**Task to complete:** All records are to be transcribed in full; any pictures among them are to be skipped.

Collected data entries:
━━━━━━━━━━━━━━━━

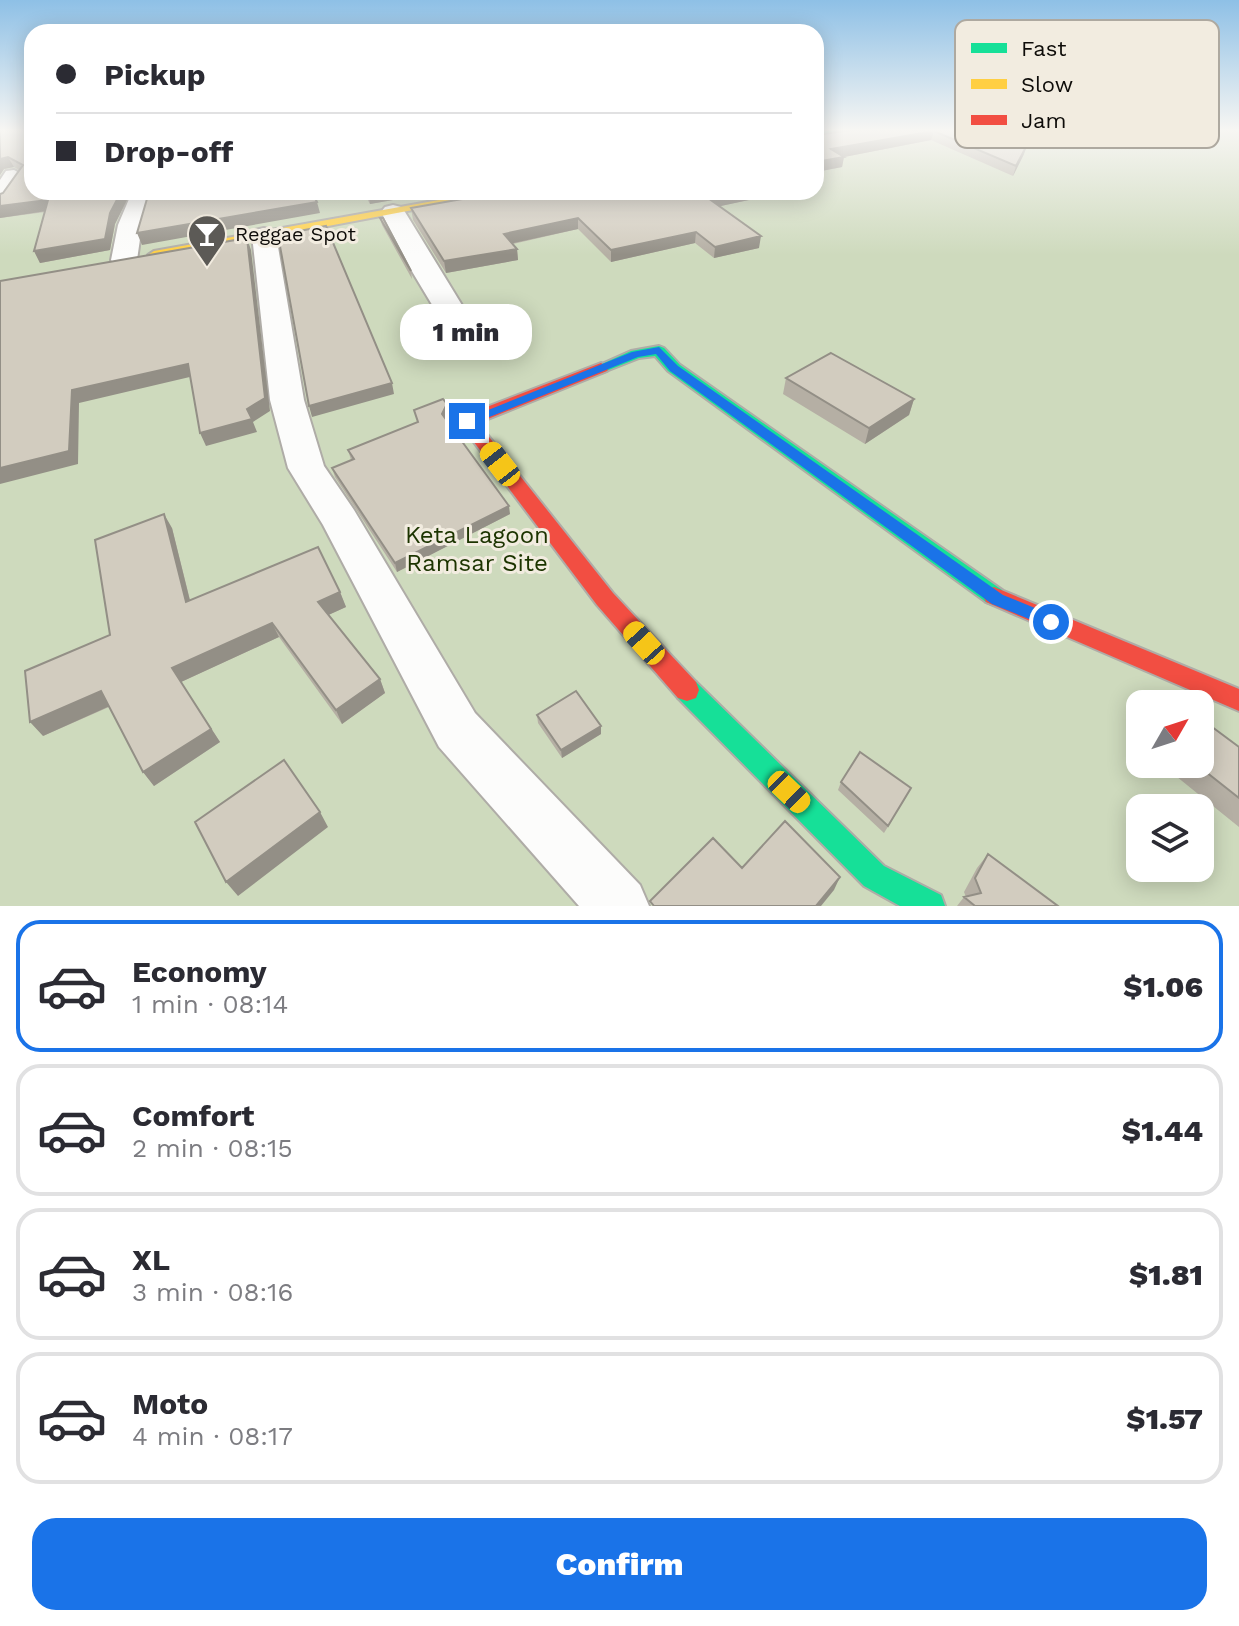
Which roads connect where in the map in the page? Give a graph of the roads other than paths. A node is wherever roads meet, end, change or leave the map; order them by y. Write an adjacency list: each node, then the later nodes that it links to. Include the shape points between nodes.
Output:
1 (14, 176): 2 (street)
2 (0, 196)
3 (140, 200): 7 (street)
4 (458, 200): 5 (street)
5 (393, 212): 6 (street); 8 (street)
6 (264, 235): 7 (street); 11 (street, via 287,400 306,468 457,730)
7 (117, 261)
8 (464, 333)
9 (1239, 700): 10 (street, via 998,599 674,368 659,351 636,354 467,421 605,599 703,708 874,876)
10 (927, 905)
11 (619, 906)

━━━━━━━━━━━━━━━━

**Task response:**
Which roads connect where in the map in the page? Give a graph of the roads other than paths. A node is wherever roads meet, end, change or leave the map; order them by y. Write an adjacency list: each node, then the later nodes that it links to. Include the shape points between nodes.
Output:
1 (14, 176): 2 (street)
2 (0, 196)
3 (140, 200): 7 (street)
4 (458, 200): 5 (street)
5 (393, 212): 6 (street); 8 (street)
6 (264, 235): 7 (street); 11 (street, via 287,400 306,468 457,730)
7 (117, 261)
8 (464, 333)
9 (1239, 700): 10 (street, via 998,599 674,368 659,351 636,354 467,421 605,599 703,708 874,876)
10 (927, 905)
11 (619, 906)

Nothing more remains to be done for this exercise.